§ Work to be completed:
Your job is to return every line in the data holding the string "roads".

§ Excerpted data:
○ ○ ○

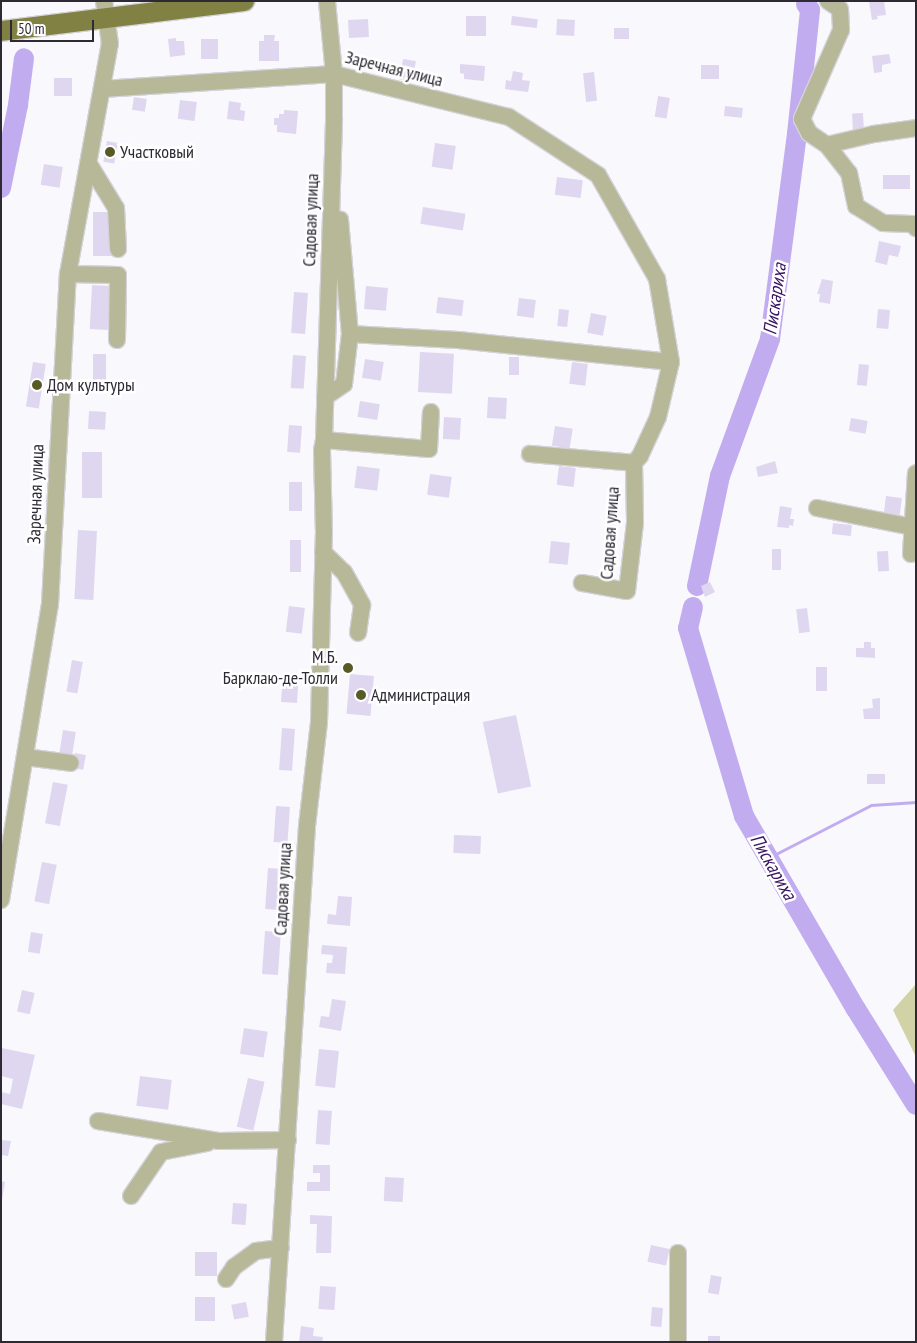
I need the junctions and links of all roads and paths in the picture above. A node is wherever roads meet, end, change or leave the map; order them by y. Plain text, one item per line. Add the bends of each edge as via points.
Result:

○ ○ ○

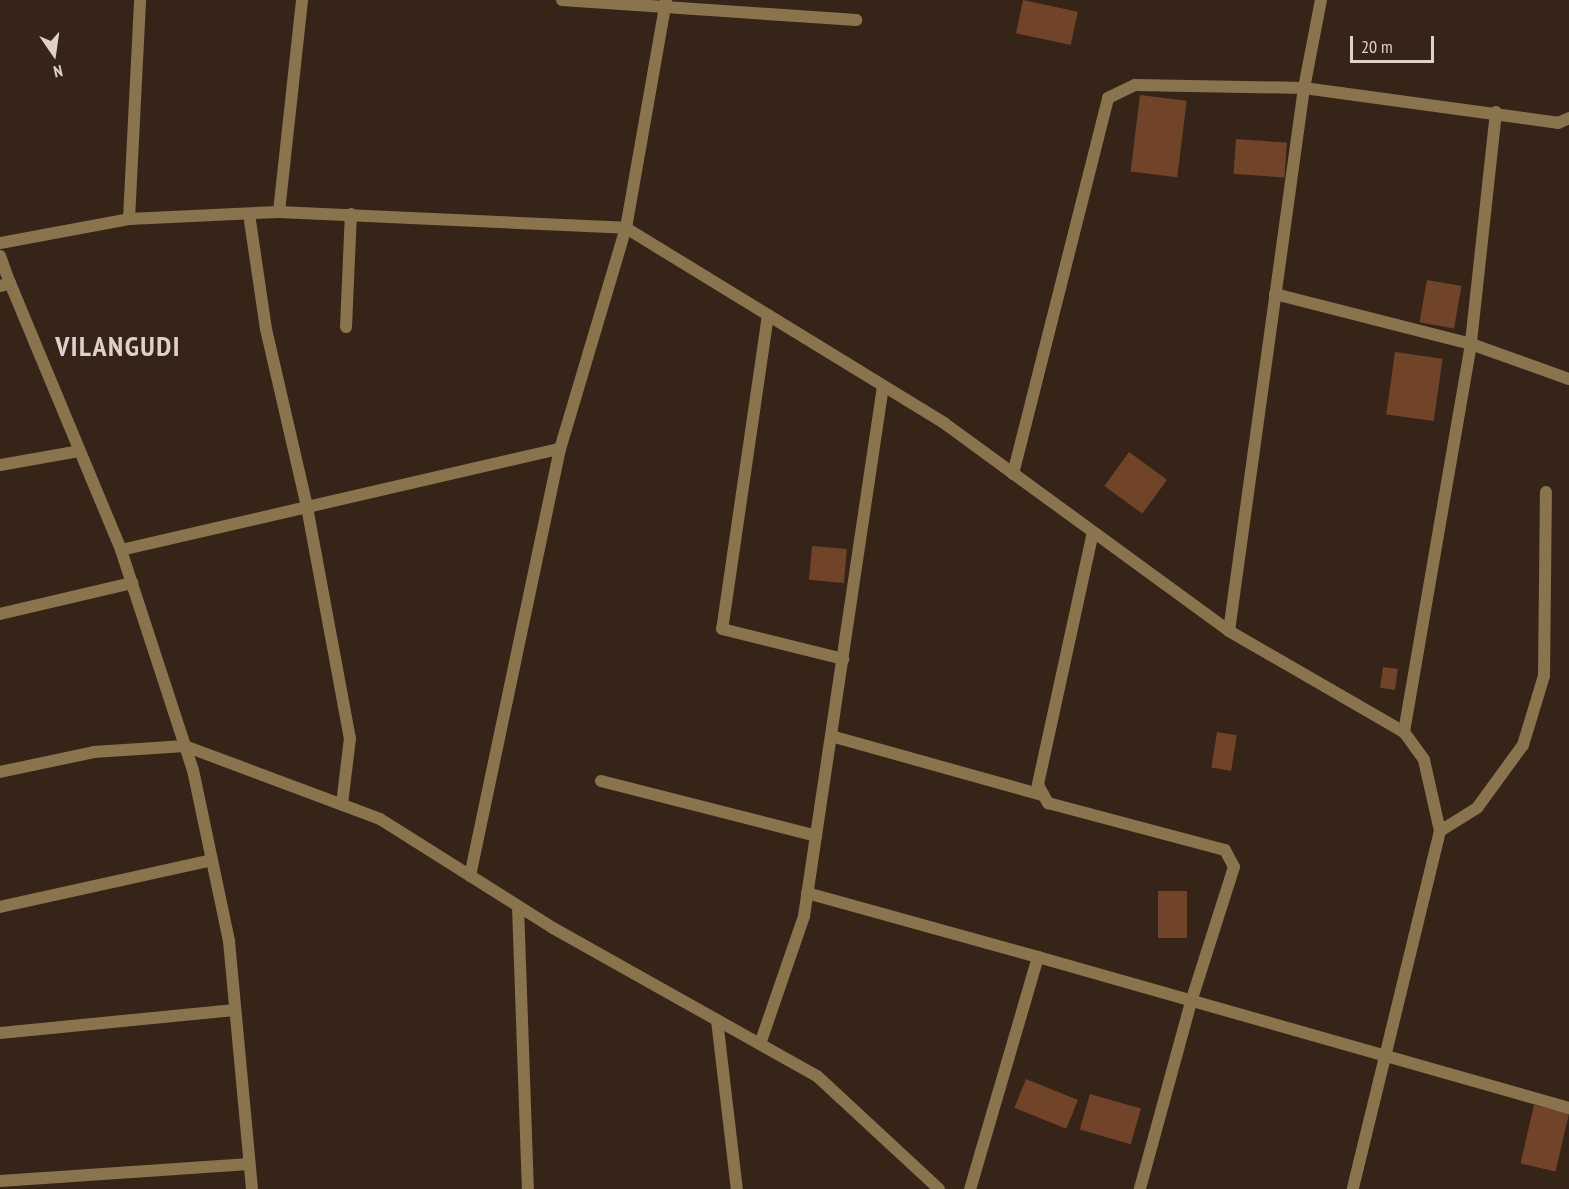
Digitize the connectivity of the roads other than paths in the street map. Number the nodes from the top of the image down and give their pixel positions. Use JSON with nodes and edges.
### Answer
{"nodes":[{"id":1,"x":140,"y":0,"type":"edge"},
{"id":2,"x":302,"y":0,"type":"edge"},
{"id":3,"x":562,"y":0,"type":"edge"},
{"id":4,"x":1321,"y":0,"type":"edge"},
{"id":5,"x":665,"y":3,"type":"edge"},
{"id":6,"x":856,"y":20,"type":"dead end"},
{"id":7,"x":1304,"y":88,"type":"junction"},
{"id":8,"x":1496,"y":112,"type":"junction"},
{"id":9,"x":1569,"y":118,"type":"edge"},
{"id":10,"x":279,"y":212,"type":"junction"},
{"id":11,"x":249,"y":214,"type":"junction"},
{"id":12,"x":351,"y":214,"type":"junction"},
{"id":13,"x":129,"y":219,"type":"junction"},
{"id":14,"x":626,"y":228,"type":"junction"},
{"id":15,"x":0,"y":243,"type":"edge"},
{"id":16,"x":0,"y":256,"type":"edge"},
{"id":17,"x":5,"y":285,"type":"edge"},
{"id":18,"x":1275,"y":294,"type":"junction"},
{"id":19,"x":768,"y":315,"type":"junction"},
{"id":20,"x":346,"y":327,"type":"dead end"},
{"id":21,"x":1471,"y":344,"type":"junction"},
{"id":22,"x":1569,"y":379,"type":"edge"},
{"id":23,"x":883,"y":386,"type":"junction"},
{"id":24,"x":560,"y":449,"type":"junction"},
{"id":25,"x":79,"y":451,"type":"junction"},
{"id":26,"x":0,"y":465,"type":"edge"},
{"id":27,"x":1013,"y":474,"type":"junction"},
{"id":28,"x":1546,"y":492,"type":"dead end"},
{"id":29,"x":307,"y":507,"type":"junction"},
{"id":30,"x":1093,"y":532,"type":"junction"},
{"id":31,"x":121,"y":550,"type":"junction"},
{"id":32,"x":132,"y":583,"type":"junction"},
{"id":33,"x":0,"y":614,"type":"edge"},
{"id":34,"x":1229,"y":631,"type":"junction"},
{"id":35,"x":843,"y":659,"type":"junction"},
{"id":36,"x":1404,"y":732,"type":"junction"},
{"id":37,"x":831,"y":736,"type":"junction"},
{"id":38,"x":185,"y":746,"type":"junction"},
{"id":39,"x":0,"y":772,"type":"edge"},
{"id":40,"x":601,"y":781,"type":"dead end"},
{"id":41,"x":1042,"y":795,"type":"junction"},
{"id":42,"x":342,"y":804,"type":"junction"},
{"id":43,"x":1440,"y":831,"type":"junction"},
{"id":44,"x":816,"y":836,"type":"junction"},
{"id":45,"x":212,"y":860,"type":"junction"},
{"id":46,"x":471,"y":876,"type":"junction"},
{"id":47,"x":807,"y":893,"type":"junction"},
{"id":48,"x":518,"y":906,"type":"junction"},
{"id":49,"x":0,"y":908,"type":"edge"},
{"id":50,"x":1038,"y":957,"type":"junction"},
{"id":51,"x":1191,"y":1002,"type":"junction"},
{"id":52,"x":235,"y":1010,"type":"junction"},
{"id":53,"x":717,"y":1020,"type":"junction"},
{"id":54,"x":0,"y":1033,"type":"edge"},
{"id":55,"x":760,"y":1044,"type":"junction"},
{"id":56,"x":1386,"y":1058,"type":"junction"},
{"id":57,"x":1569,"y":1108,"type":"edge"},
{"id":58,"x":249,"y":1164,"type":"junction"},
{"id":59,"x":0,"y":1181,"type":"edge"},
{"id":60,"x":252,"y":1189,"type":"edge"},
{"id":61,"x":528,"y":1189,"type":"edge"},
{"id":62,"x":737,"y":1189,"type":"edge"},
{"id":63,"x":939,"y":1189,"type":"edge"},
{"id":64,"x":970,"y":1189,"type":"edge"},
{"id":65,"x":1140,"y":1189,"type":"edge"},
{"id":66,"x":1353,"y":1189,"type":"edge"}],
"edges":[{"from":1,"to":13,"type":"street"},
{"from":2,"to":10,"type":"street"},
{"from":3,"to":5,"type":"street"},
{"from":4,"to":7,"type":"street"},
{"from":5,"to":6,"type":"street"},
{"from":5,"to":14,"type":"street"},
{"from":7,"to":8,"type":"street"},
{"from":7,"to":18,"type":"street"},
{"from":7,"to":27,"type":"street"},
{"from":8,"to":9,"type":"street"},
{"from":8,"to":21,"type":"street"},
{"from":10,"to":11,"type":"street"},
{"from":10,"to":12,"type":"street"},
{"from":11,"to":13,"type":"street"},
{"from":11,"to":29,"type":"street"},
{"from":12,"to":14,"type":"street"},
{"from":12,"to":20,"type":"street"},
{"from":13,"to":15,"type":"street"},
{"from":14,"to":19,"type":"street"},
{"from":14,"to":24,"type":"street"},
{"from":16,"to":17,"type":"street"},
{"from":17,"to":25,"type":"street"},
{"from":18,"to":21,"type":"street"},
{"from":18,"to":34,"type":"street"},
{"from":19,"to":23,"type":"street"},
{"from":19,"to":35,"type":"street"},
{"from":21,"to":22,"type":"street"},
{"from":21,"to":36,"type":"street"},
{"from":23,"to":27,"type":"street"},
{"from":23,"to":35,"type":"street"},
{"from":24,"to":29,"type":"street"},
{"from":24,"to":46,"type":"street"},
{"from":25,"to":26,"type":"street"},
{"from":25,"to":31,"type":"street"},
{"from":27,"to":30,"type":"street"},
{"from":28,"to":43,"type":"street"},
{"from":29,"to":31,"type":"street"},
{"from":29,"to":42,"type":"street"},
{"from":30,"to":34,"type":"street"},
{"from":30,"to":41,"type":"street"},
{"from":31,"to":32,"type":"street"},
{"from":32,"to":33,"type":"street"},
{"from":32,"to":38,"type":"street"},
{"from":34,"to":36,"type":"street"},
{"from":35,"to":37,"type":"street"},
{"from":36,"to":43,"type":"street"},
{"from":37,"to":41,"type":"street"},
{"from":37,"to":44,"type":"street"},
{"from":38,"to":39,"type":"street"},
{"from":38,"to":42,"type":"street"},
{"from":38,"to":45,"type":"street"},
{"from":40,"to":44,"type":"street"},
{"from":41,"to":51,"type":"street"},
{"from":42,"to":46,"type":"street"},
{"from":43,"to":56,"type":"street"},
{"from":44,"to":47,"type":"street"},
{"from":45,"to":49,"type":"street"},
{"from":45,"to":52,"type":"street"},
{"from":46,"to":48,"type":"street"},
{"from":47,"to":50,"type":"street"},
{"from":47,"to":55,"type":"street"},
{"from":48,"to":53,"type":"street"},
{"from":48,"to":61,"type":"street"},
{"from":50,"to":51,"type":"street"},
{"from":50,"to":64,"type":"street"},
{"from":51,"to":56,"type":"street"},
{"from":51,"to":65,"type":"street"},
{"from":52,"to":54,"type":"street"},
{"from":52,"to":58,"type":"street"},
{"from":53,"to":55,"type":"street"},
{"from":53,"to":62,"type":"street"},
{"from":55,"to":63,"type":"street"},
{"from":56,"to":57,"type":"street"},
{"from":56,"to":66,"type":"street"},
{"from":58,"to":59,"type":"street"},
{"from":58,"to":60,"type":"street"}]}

○ ○ ○

§ Task result:
I need the junctions and links of all roads and paths in the picture above. A node is wherever roads meet, end, change or leave the map; order them by y. Plain text, one item per line. Add the bends of each edge as via points.
Digitize the connectivity of the roads other than paths in the street map. Number the nodes from the top of the image down and give their pixel positions. Use JSON with nodes and edges.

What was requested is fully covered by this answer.